What isn’t over is the permanent presence of everyone. We can’t deny social influences on our behavior. We can’t deny the Internet’s influence in our lives. We need to find fair ways of living with it.

 

 

 

 

 

 

Comments on this entry are closed.

  • efiftythree 15 July 2013, 1:23 pm

    I guess I would add that Zimmerman’s interest was apparently initially driven by recent criminal activity in the area and that it was odd to have someone wandering around late at night in the rain. He only brought up the color of Martins skin in response to a query from the 911 dispatcher. Anything else is speculation of the same kind that drove this entire process into the ground.

    Also, I may have been confused when reading the article about the IT manager but didnt he bring it to the attention of the defense or other parties that the data he pulled (the report) was larger than the one handed over by the Prosecution? He was attempting to act as a whistleblower of sorts? Please correct me if I’m wrong on that.

    • efiftythree 15 July 2013, 1:26 pm
      • PurpleCar 15 July 2013, 4:00 pm

        Good find on the CNN article. There’s still a whole lotta iffy on the IT manager thing. As technology analysts, though, it’s looking like balls were dropped along the way. You can’t just throw together data evidence, or “hand it over” or whatever. There need to be discovery processes in place that are strictly followed. Just seems odd.

        • efiftythree 15 July 2013, 4:10 pm

          Yeah, I dont know how things work at that level but I find it odd that the IT Director was responsible for performing this activity at all. One would think, especially in this high profile case, that forensic analysts would be used and they would be required to maintain a chain of custody on all data retrieved.

          • PurpleCar 15 July 2013, 4:32 pm

            The fact that the trial lawyers didn’t think about instructing the witness to make himself unavailable in Skype during testimony makes me think there isn’t really anyone knowledgeable at the helm.

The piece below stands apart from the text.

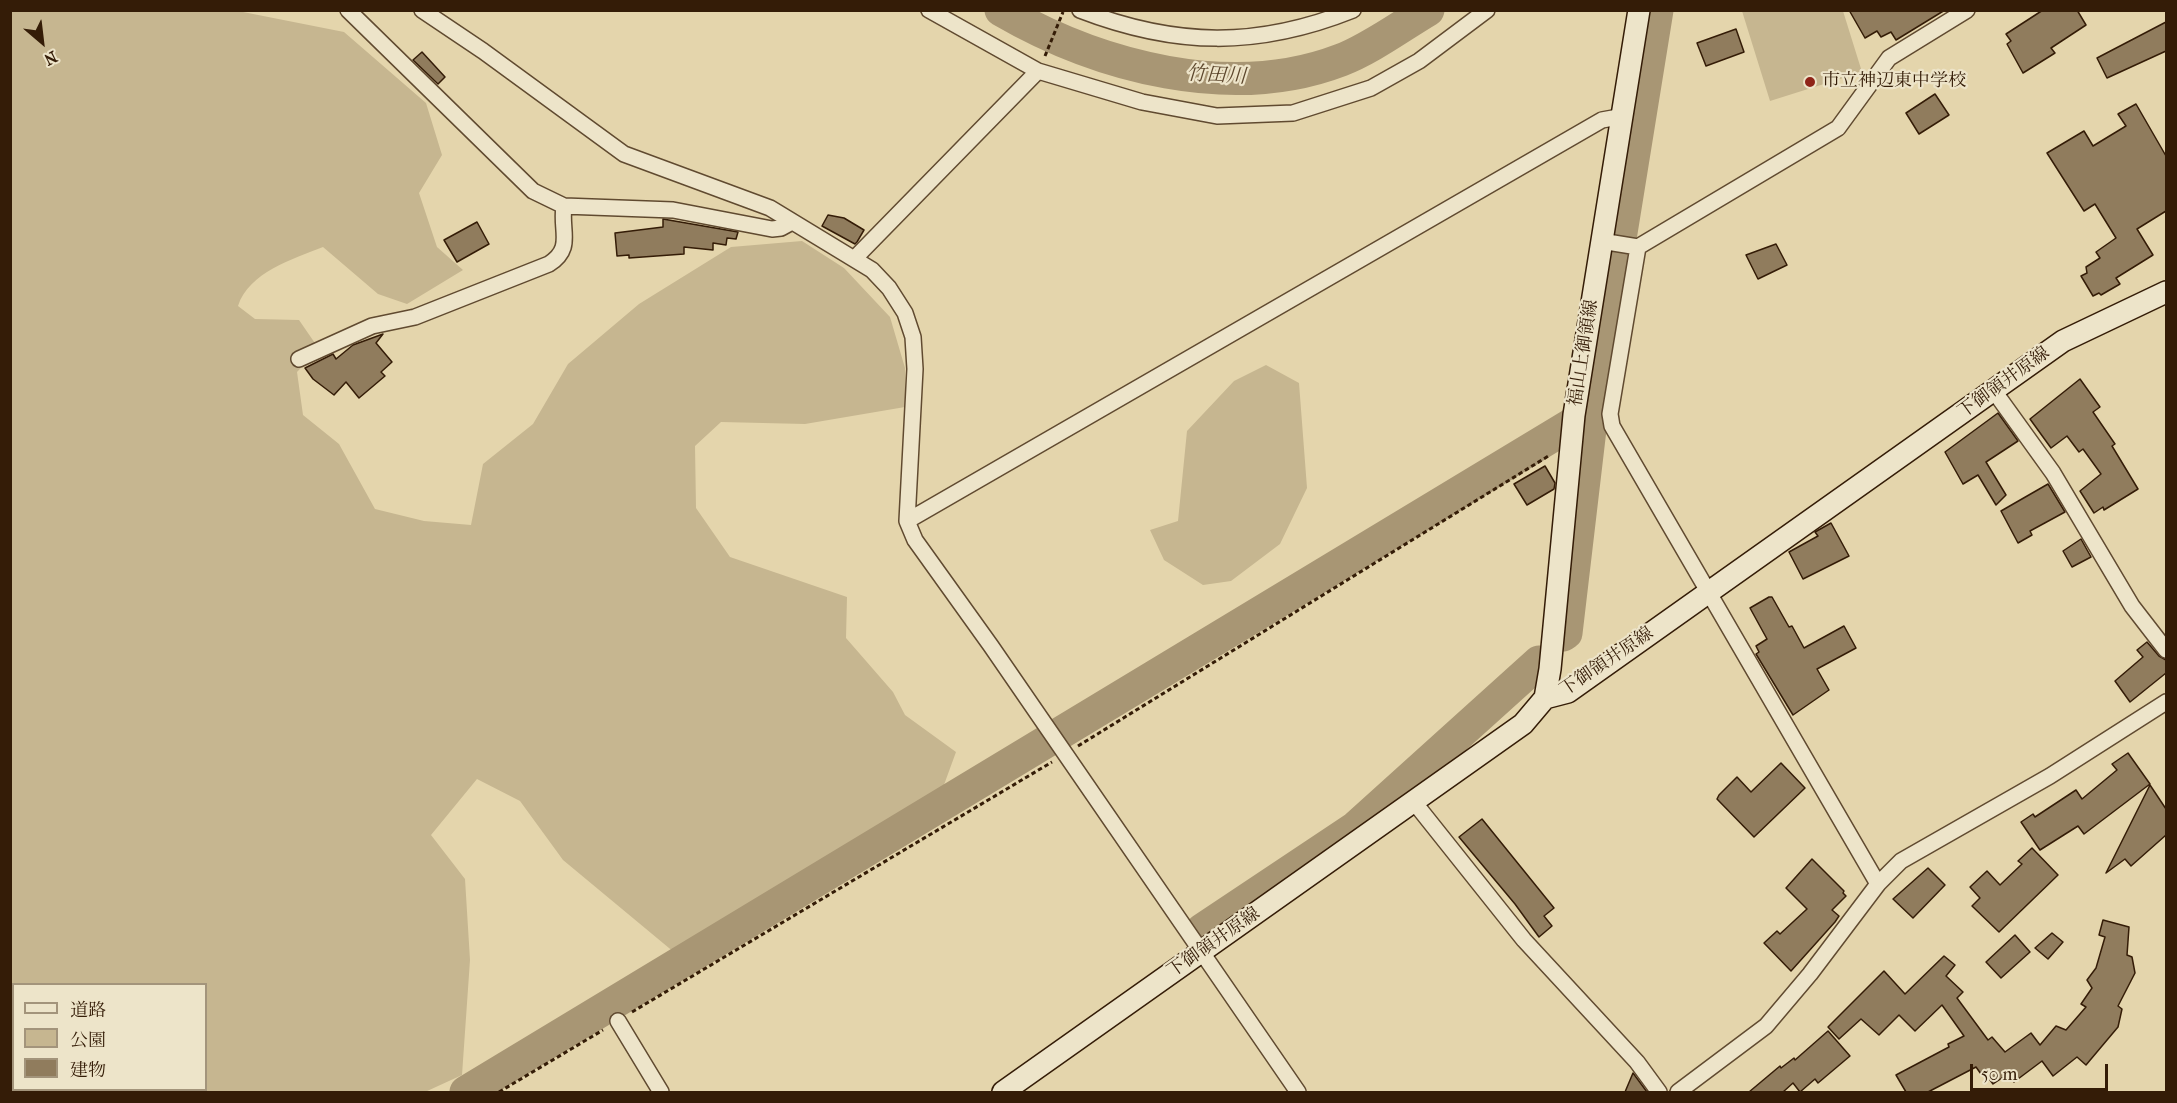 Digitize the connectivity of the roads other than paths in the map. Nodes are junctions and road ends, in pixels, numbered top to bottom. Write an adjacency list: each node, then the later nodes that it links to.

I’ve seen this “it’ll just work” ignorant approach in professional settings before. The general public knows so little about IT that they don’t even know they are supposed to ask questions about these things. My guess is the IT director probably had an idea that the request made to him was ridiculous, and tried to communicate this to deaf ears. Recovery is a serious thing. Sungard and other data facilities exist just to deliver this service.

            • Ezra S F 25 July 2013, 10:06 pm

              A few years ago, one of our clients was sued and an instance of a service was investigated for evidence. It was disheartening to listen to lawyers on both sides be completely clueless how technology worked. I mean, if there is going to be a court case over the use of content, then even a basic understanding of that use ought to be relevant. Reading the court documents later proved not to be the case.

              We still have that system’s data and servers around because appeals are still possible. And we are set to decommission that system’s replacement soon, but that client’s data will have to be preserved on that system too.

              • PurpleCar 26 July 2013, 1:58 pm

                Ezra, what a nightmare! So you’ll just keep those boxes in perpetuity I suppose? That really stinks. Label them reeeeally well, is my only advice. Like: Court case #nnnn in ____ court in _____ state. That kind of thing.

                It is quite disheartening to hear that basic computer structure hasn’t hit the mainstream, though. Lawyers now should take a basic infrastructure course, basic security course, etc. at the very least. What a shame.

        • efiftythree 17 July 2013, 2:47 pm

          IT dudes lawyers plan to file a Whistleblower lawsuit against the Prosecutor(s). http://www.reuters.com/article/2013/07/16/us-usa-florida-shooting-lawsuit-idUSBRE96F1EL20130716

          I think its fairly clear that there was a failure in process from the very beginning. Most likely caused by the struggle they had in even bringing a case in the first place.